> [Work instructions]:
Could you filter the records below down to the lines that include the word "paths"?

> [Information supplied]:
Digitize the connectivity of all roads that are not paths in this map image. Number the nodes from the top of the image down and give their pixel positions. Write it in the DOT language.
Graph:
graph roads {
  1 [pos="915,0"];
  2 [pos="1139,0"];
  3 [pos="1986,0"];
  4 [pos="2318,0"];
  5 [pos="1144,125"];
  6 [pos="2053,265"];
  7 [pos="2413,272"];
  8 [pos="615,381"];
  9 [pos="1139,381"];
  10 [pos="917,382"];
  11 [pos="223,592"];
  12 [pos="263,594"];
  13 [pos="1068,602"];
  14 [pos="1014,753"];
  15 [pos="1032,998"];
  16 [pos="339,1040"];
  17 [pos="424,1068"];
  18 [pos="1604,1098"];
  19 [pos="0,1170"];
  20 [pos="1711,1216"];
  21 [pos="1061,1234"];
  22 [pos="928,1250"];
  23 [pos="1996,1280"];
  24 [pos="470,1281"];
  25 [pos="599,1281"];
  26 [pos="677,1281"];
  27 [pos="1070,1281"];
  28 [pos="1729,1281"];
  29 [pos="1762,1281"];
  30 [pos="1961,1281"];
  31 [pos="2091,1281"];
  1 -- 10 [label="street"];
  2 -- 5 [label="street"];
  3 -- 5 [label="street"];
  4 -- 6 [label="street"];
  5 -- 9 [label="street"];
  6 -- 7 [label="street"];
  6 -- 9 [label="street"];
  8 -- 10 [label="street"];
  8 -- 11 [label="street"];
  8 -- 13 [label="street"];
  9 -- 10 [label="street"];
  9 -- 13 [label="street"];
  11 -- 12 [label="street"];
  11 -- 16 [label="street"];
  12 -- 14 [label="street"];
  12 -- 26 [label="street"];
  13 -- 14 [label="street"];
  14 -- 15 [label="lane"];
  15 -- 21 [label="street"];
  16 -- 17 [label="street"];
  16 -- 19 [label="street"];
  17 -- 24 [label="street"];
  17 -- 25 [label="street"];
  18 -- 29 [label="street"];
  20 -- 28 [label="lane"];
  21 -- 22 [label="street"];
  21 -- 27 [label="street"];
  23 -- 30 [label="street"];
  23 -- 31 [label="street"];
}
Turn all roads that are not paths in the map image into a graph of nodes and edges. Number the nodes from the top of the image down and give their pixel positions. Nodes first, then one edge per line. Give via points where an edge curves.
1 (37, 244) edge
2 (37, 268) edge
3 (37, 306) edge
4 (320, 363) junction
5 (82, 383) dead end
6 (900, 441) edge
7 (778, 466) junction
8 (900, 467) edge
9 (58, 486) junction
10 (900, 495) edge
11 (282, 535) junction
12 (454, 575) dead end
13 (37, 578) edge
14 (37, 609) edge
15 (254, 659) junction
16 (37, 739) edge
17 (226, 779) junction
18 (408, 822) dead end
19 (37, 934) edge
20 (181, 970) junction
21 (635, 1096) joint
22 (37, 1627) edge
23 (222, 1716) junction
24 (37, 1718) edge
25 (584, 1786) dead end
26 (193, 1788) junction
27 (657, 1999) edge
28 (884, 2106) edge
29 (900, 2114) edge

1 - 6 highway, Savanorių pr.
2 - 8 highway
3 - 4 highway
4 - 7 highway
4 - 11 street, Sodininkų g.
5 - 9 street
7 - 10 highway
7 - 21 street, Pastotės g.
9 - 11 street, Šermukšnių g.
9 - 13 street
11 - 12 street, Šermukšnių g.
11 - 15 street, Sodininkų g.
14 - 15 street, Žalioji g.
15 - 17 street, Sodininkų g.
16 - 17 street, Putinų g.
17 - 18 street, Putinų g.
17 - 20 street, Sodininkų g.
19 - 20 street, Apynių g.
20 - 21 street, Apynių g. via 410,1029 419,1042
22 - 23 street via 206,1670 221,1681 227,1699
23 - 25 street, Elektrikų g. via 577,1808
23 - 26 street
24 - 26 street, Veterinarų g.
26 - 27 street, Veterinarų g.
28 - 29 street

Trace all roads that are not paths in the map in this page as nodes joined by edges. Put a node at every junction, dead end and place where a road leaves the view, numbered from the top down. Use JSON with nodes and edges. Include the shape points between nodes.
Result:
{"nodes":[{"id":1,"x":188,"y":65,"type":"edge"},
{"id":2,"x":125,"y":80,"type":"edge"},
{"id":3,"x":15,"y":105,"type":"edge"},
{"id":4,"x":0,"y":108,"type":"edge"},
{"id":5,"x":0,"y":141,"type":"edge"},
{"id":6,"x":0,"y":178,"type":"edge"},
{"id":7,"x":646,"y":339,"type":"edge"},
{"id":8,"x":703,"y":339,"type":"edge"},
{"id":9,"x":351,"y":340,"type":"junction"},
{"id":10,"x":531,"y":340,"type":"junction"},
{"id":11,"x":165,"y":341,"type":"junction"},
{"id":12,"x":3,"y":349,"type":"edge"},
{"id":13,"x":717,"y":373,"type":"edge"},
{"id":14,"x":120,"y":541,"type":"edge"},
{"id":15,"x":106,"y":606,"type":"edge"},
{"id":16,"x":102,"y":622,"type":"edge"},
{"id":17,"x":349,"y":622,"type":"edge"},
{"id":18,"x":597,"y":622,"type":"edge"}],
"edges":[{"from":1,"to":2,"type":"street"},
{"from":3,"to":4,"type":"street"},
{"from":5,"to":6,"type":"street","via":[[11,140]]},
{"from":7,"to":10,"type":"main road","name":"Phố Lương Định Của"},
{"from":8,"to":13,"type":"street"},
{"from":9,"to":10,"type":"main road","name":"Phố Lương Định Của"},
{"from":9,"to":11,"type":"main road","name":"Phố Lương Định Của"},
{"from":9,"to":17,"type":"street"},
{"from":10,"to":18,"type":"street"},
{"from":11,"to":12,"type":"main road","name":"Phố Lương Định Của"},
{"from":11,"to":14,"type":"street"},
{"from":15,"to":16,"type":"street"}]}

> [Task response]:
Digitize the connectivity of all roads that are not paths in this map image. Number the nodes from the top of the image down and give their pixel positions. Write it in the DOT language.
Turn all roads that are not paths in the map image into a graph of nodes and edges. Number the nodes from the top of the image down and give their pixel positions. Nodes first, then one edge per line. Give via points where an edge curves.
Trace all roads that are not paths in the map in this page as nodes joined by edges. Put a node at every junction, dead end and place where a road leaves the view, numbered from the top down. Use JSON with nodes and edges. Include the shape points between nodes.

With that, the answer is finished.